### TASK ITEM
Across the records that follow, how many lines contain the string "bends"? Answer with the number only.

### SUPPLIED DATA
******************************

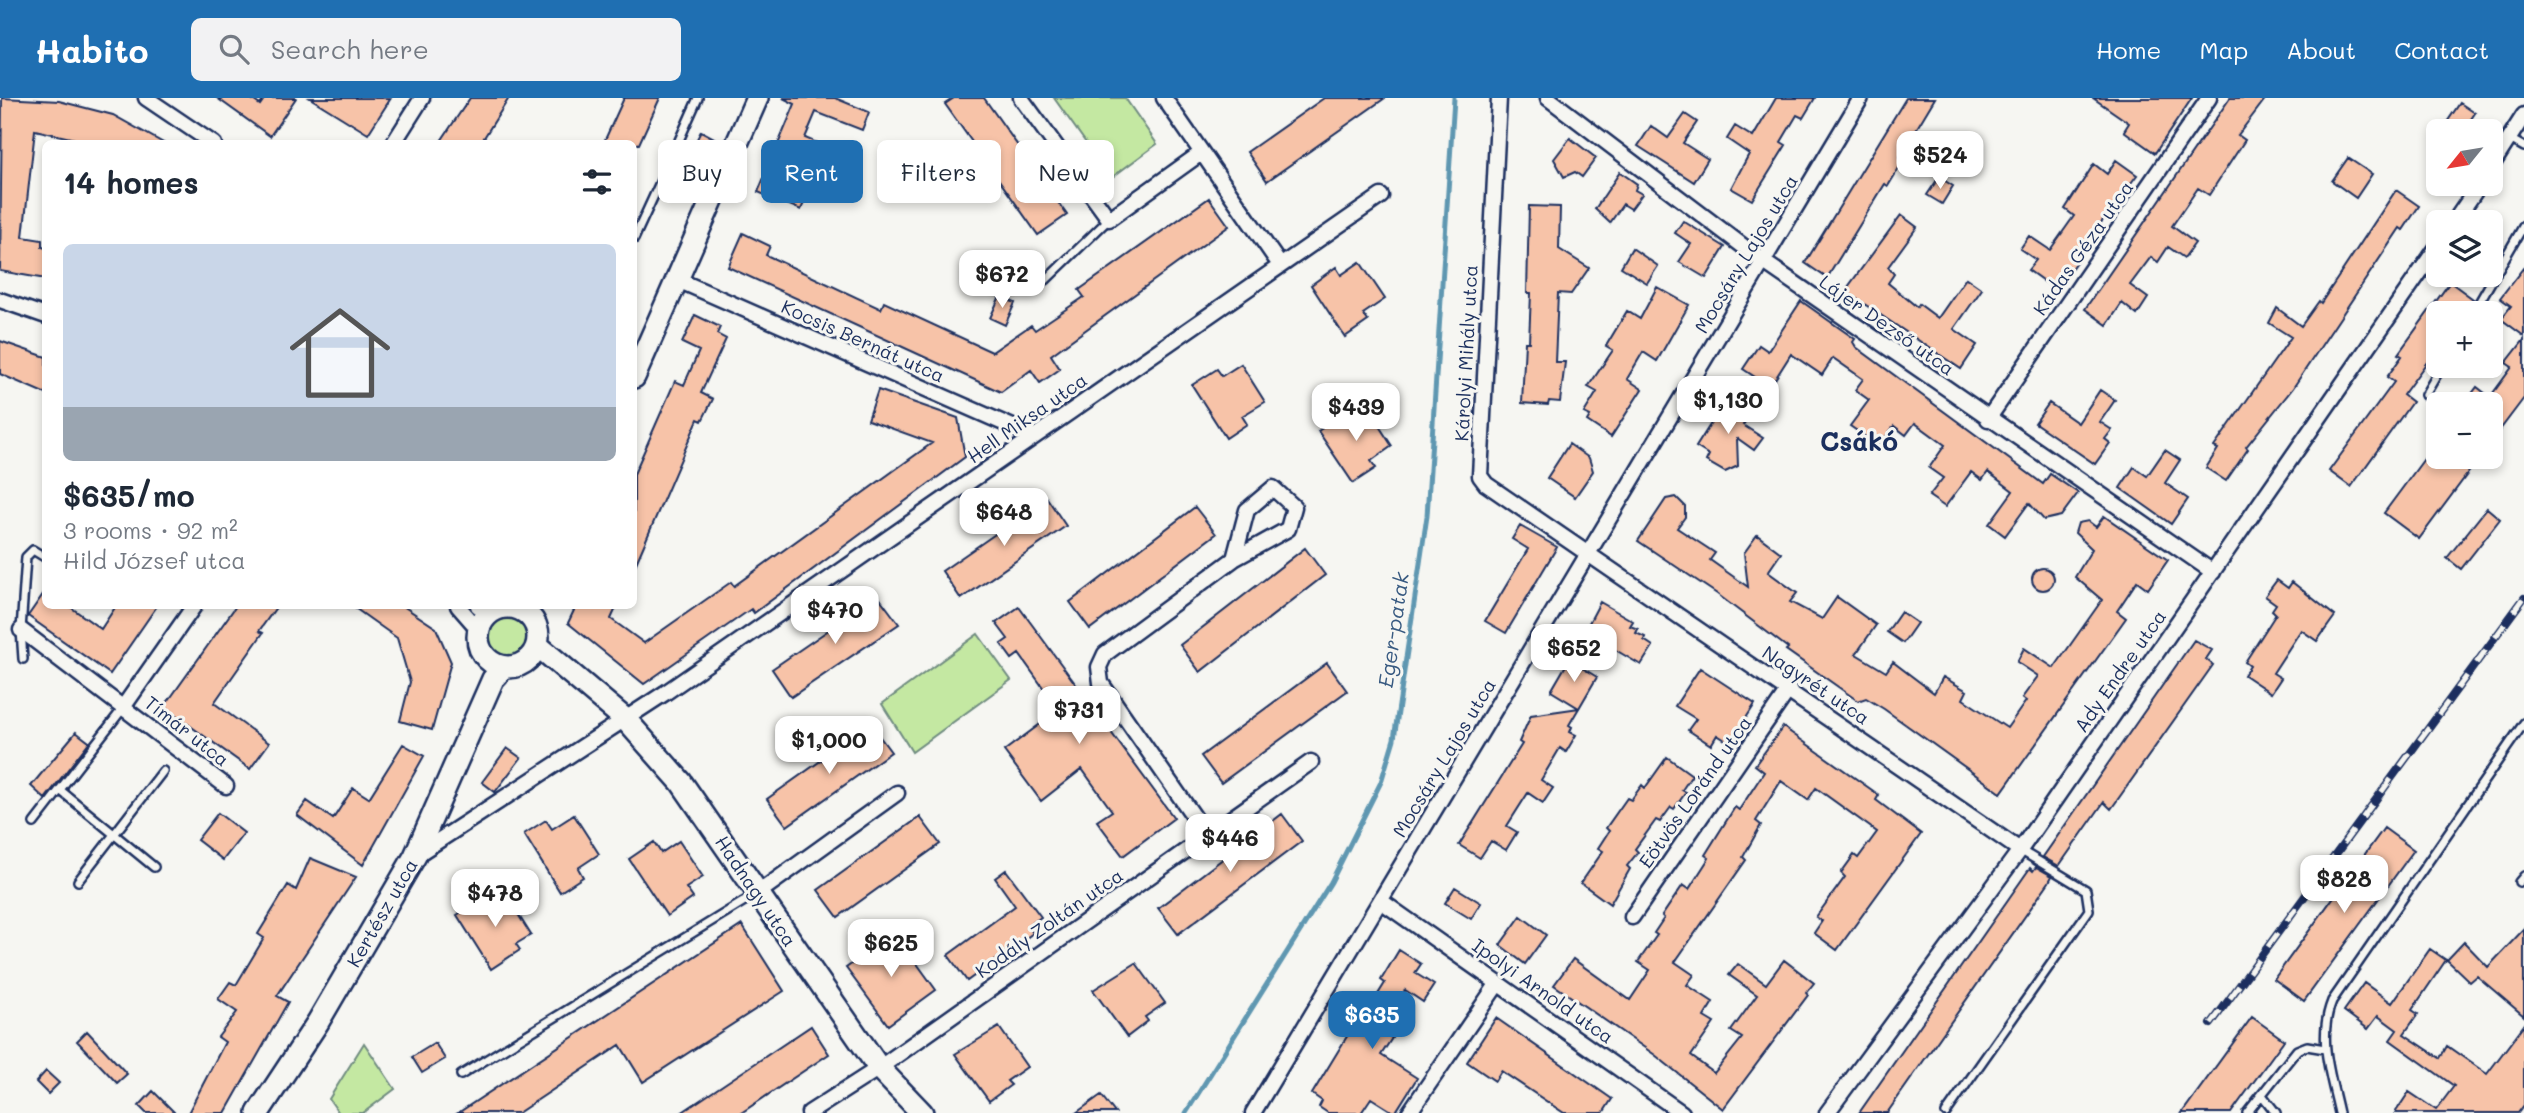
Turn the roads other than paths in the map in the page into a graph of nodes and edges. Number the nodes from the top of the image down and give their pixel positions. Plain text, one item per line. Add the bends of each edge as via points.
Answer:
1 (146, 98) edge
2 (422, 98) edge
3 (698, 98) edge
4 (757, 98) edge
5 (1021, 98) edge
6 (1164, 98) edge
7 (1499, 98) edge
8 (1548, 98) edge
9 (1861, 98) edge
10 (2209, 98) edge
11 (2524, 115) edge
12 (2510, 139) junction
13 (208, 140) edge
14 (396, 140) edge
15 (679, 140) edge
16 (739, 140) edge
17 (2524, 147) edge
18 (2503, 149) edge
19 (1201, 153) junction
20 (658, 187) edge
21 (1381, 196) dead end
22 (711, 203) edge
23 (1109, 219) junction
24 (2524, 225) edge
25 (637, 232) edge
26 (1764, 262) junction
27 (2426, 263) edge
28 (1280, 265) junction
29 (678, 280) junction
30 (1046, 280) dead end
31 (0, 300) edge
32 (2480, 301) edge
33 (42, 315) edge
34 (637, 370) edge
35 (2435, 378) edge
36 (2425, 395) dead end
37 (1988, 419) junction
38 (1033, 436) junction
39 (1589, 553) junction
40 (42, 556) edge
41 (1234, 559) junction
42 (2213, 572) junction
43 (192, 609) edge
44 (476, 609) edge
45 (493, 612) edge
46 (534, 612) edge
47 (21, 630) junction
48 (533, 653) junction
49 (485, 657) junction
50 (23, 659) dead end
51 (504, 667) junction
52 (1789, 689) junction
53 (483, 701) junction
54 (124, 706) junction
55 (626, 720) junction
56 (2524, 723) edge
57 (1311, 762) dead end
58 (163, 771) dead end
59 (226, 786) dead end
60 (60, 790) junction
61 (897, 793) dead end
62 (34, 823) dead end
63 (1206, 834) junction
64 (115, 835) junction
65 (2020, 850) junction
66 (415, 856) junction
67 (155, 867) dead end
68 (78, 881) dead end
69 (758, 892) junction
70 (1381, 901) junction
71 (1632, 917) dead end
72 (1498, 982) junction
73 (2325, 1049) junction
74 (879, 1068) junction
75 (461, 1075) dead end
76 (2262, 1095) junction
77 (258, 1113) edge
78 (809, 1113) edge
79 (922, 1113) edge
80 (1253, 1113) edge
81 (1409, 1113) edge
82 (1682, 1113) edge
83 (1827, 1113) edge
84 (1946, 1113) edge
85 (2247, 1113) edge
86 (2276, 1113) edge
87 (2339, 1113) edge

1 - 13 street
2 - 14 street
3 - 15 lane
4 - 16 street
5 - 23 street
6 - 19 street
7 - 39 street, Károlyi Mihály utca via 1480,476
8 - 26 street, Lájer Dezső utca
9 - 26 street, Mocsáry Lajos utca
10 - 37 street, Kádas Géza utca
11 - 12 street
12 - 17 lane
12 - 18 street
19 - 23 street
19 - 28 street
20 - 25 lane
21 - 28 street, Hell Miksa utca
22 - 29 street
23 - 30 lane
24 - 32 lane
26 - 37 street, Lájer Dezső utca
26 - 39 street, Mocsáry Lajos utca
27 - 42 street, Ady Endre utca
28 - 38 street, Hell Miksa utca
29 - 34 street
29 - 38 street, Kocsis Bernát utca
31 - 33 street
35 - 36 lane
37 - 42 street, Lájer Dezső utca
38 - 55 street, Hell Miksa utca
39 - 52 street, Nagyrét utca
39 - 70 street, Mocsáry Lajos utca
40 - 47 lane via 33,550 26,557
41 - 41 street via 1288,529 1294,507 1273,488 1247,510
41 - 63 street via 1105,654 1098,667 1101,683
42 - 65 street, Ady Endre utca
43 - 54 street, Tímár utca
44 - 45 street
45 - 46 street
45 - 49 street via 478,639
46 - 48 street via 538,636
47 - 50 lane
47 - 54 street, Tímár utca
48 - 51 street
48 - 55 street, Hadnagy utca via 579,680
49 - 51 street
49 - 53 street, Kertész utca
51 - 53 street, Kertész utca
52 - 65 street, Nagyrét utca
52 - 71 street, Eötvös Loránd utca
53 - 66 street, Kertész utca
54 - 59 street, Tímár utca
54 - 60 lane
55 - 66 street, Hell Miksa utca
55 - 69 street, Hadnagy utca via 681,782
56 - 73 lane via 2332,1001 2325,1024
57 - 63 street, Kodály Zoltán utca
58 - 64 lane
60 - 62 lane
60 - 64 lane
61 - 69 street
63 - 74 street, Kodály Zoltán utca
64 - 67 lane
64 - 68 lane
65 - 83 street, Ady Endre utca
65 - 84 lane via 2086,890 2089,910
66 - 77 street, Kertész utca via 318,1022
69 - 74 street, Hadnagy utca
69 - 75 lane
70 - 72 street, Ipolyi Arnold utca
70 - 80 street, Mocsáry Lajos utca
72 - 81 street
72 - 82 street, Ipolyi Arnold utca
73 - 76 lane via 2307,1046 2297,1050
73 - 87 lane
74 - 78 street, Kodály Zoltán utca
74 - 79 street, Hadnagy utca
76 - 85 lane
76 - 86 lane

******************************

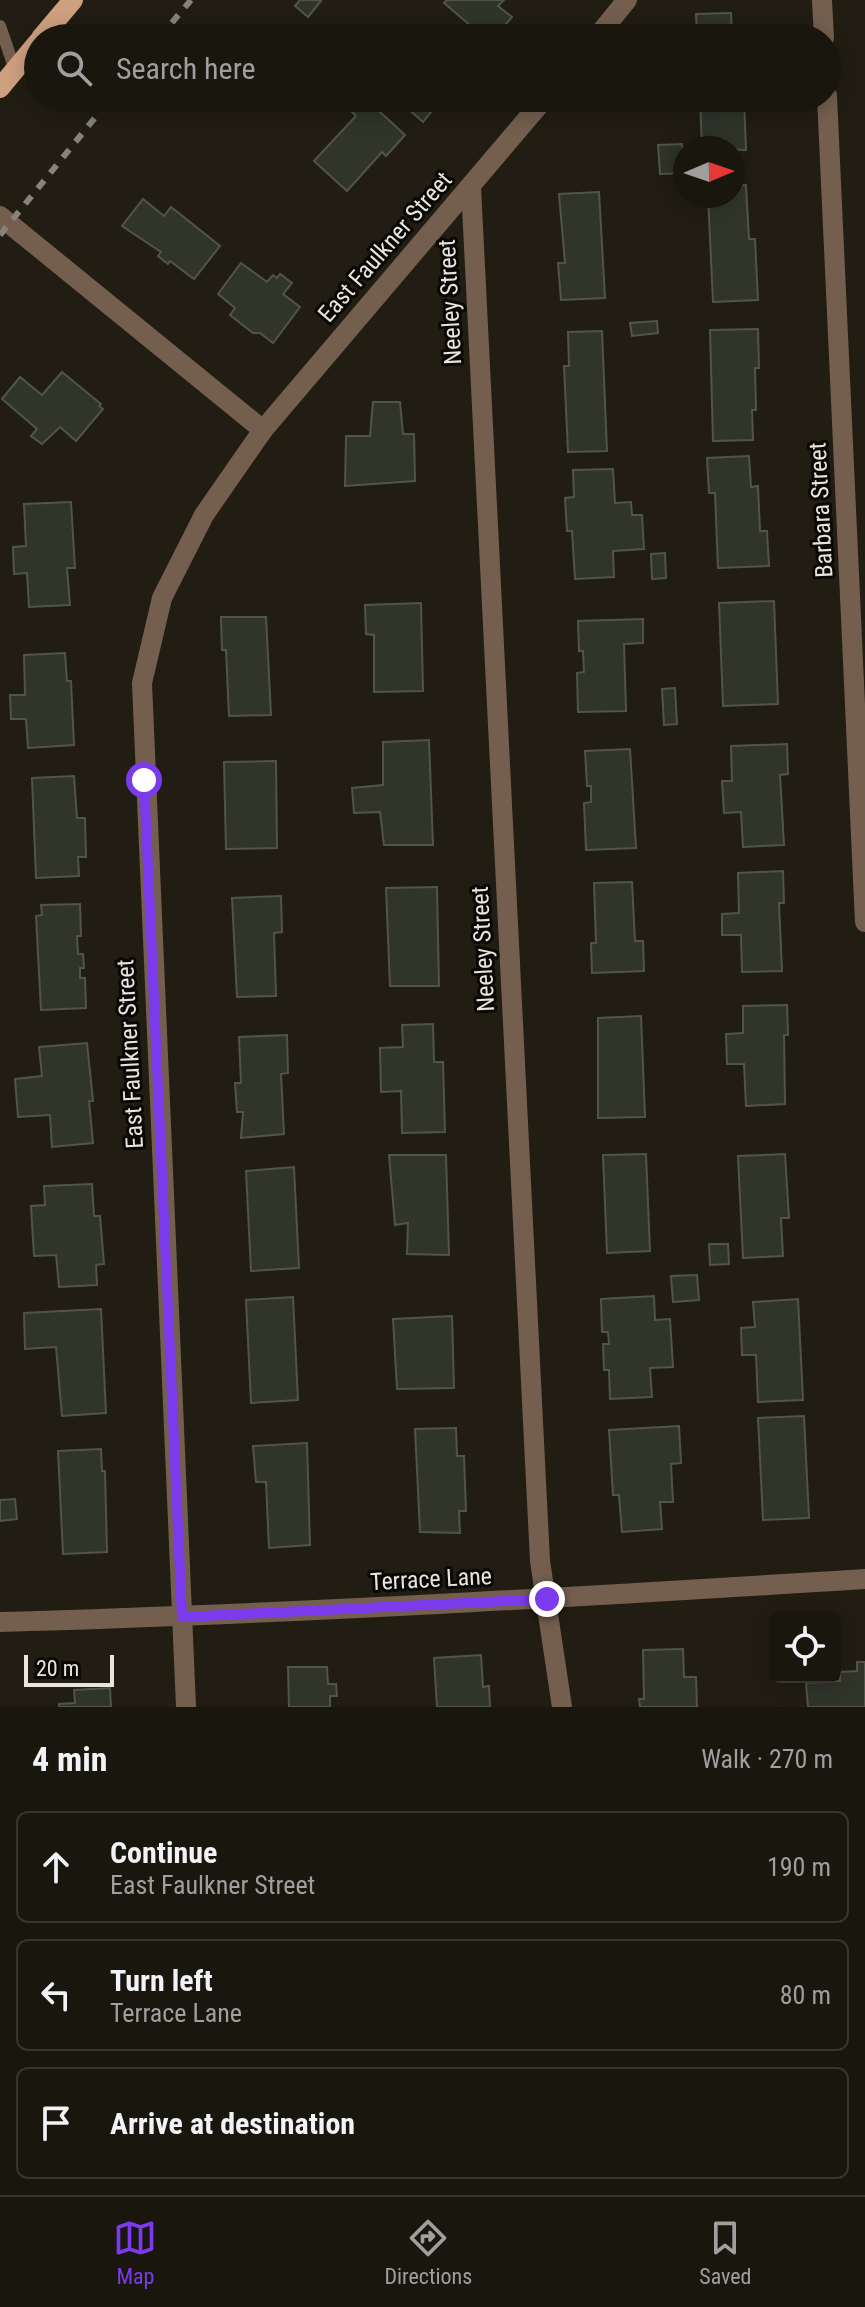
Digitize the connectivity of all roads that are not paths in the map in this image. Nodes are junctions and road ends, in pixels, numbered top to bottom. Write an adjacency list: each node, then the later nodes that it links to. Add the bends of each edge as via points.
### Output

******************************

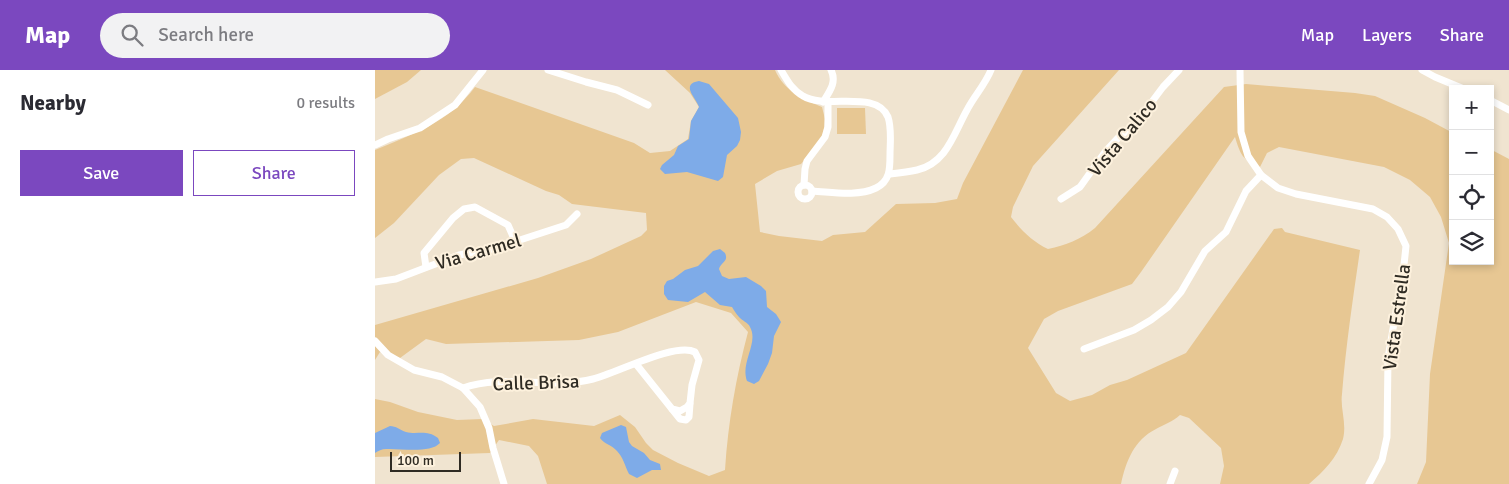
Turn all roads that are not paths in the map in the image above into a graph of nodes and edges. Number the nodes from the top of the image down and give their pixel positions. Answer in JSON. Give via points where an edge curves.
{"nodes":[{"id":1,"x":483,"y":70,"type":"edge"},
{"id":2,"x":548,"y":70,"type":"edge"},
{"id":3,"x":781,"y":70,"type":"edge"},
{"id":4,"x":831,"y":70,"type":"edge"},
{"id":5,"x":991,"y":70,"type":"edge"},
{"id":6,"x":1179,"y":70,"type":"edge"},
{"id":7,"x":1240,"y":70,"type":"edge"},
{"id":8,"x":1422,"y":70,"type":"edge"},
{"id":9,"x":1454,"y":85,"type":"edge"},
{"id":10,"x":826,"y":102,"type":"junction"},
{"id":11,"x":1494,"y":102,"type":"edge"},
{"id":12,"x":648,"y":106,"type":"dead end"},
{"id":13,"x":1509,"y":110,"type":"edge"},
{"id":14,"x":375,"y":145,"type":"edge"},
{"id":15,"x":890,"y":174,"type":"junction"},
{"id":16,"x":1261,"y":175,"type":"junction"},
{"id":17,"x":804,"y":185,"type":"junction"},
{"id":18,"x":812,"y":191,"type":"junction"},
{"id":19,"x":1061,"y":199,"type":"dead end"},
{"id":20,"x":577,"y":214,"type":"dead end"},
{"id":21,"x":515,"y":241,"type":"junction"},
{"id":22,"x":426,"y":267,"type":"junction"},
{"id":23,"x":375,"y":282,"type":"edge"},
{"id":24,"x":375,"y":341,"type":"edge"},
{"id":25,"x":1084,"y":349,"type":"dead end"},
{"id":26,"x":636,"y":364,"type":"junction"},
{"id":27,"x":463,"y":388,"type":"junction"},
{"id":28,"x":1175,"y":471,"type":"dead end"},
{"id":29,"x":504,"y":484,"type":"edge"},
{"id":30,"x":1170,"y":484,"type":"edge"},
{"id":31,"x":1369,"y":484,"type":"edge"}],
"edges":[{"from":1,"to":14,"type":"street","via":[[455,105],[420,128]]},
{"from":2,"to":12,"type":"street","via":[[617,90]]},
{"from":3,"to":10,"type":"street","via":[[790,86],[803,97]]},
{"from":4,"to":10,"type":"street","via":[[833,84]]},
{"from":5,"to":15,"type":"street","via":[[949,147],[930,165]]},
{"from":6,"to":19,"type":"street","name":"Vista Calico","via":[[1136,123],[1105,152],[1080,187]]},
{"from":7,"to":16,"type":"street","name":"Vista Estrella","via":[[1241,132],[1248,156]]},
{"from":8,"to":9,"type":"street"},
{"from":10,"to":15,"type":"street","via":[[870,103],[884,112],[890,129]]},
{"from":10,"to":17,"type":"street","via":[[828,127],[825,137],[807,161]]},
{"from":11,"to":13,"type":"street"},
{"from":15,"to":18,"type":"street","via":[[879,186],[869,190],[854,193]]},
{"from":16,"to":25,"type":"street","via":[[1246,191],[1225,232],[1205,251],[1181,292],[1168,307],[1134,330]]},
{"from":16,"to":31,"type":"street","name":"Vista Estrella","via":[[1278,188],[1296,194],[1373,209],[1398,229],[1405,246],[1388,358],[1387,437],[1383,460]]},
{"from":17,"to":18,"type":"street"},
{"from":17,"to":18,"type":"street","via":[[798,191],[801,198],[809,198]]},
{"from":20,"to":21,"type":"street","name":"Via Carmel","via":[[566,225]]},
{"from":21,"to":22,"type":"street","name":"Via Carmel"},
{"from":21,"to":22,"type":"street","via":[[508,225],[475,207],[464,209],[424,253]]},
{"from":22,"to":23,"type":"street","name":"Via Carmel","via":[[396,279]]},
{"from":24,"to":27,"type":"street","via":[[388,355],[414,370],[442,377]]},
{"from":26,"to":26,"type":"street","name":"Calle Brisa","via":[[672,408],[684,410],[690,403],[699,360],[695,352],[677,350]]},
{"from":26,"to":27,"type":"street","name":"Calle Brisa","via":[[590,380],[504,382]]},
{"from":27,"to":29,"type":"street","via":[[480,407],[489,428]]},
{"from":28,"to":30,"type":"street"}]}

******************************

### EXERCISE OUTPUT
2